Stored data:
○ ○ ○ ○

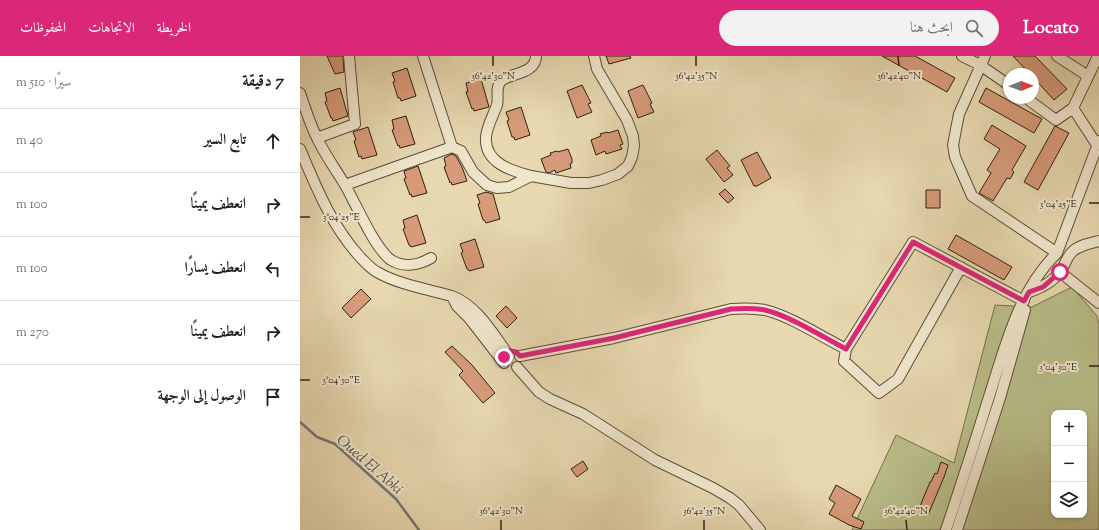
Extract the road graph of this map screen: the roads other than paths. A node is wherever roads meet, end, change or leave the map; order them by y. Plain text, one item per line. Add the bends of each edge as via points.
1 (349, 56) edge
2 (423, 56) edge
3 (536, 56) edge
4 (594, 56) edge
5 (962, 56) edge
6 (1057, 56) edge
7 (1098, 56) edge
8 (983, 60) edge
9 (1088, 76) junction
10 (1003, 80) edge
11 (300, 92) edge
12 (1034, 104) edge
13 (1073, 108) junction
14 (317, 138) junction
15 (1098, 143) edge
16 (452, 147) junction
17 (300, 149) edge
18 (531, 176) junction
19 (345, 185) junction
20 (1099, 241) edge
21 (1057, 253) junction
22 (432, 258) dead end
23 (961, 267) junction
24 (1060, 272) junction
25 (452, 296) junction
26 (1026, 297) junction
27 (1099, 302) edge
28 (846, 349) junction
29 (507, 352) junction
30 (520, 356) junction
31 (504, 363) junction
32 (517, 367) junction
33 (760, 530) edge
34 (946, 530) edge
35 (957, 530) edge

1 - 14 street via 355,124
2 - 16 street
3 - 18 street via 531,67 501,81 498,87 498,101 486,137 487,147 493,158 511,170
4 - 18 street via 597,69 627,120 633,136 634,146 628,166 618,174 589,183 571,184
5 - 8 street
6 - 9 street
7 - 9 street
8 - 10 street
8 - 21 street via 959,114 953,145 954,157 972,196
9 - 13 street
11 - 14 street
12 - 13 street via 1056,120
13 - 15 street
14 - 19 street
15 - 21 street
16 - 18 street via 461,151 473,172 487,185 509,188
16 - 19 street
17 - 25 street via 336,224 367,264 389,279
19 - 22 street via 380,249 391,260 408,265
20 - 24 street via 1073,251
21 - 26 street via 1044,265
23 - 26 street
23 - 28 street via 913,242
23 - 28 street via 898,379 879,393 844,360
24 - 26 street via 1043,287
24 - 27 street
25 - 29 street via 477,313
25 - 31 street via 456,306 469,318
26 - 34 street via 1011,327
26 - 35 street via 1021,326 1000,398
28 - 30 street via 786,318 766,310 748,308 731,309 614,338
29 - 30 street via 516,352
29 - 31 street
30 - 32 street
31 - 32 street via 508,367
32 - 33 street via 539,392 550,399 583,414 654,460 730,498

○ ○ ○ ○

• [Problem to work on]: One exact copy of the data is required, and it should hold no pictures.

• [Written response]:
Extract the road graph of this map screen: the roads other than paths. A node is wherever roads meet, end, change or leave the map; order them by y. Plain text, one item per line. Add the bends of each edge as via points.
1 (349, 56) edge
2 (423, 56) edge
3 (536, 56) edge
4 (594, 56) edge
5 (962, 56) edge
6 (1057, 56) edge
7 (1098, 56) edge
8 (983, 60) edge
9 (1088, 76) junction
10 (1003, 80) edge
11 (300, 92) edge
12 (1034, 104) edge
13 (1073, 108) junction
14 (317, 138) junction
15 (1098, 143) edge
16 (452, 147) junction
17 (300, 149) edge
18 (531, 176) junction
19 (345, 185) junction
20 (1099, 241) edge
21 (1057, 253) junction
22 (432, 258) dead end
23 (961, 267) junction
24 (1060, 272) junction
25 (452, 296) junction
26 (1026, 297) junction
27 (1099, 302) edge
28 (846, 349) junction
29 (507, 352) junction
30 (520, 356) junction
31 (504, 363) junction
32 (517, 367) junction
33 (760, 530) edge
34 (946, 530) edge
35 (957, 530) edge

1 - 14 street via 355,124
2 - 16 street
3 - 18 street via 531,67 501,81 498,87 498,101 486,137 487,147 493,158 511,170
4 - 18 street via 597,69 627,120 633,136 634,146 628,166 618,174 589,183 571,184
5 - 8 street
6 - 9 street
7 - 9 street
8 - 10 street
8 - 21 street via 959,114 953,145 954,157 972,196
9 - 13 street
11 - 14 street
12 - 13 street via 1056,120
13 - 15 street
14 - 19 street
15 - 21 street
16 - 18 street via 461,151 473,172 487,185 509,188
16 - 19 street
17 - 25 street via 336,224 367,264 389,279
19 - 22 street via 380,249 391,260 408,265
20 - 24 street via 1073,251
21 - 26 street via 1044,265
23 - 26 street
23 - 28 street via 913,242
23 - 28 street via 898,379 879,393 844,360
24 - 26 street via 1043,287
24 - 27 street
25 - 29 street via 477,313
25 - 31 street via 456,306 469,318
26 - 34 street via 1011,327
26 - 35 street via 1021,326 1000,398
28 - 30 street via 786,318 766,310 748,308 731,309 614,338
29 - 30 street via 516,352
29 - 31 street
30 - 32 street
31 - 32 street via 508,367
32 - 33 street via 539,392 550,399 583,414 654,460 730,498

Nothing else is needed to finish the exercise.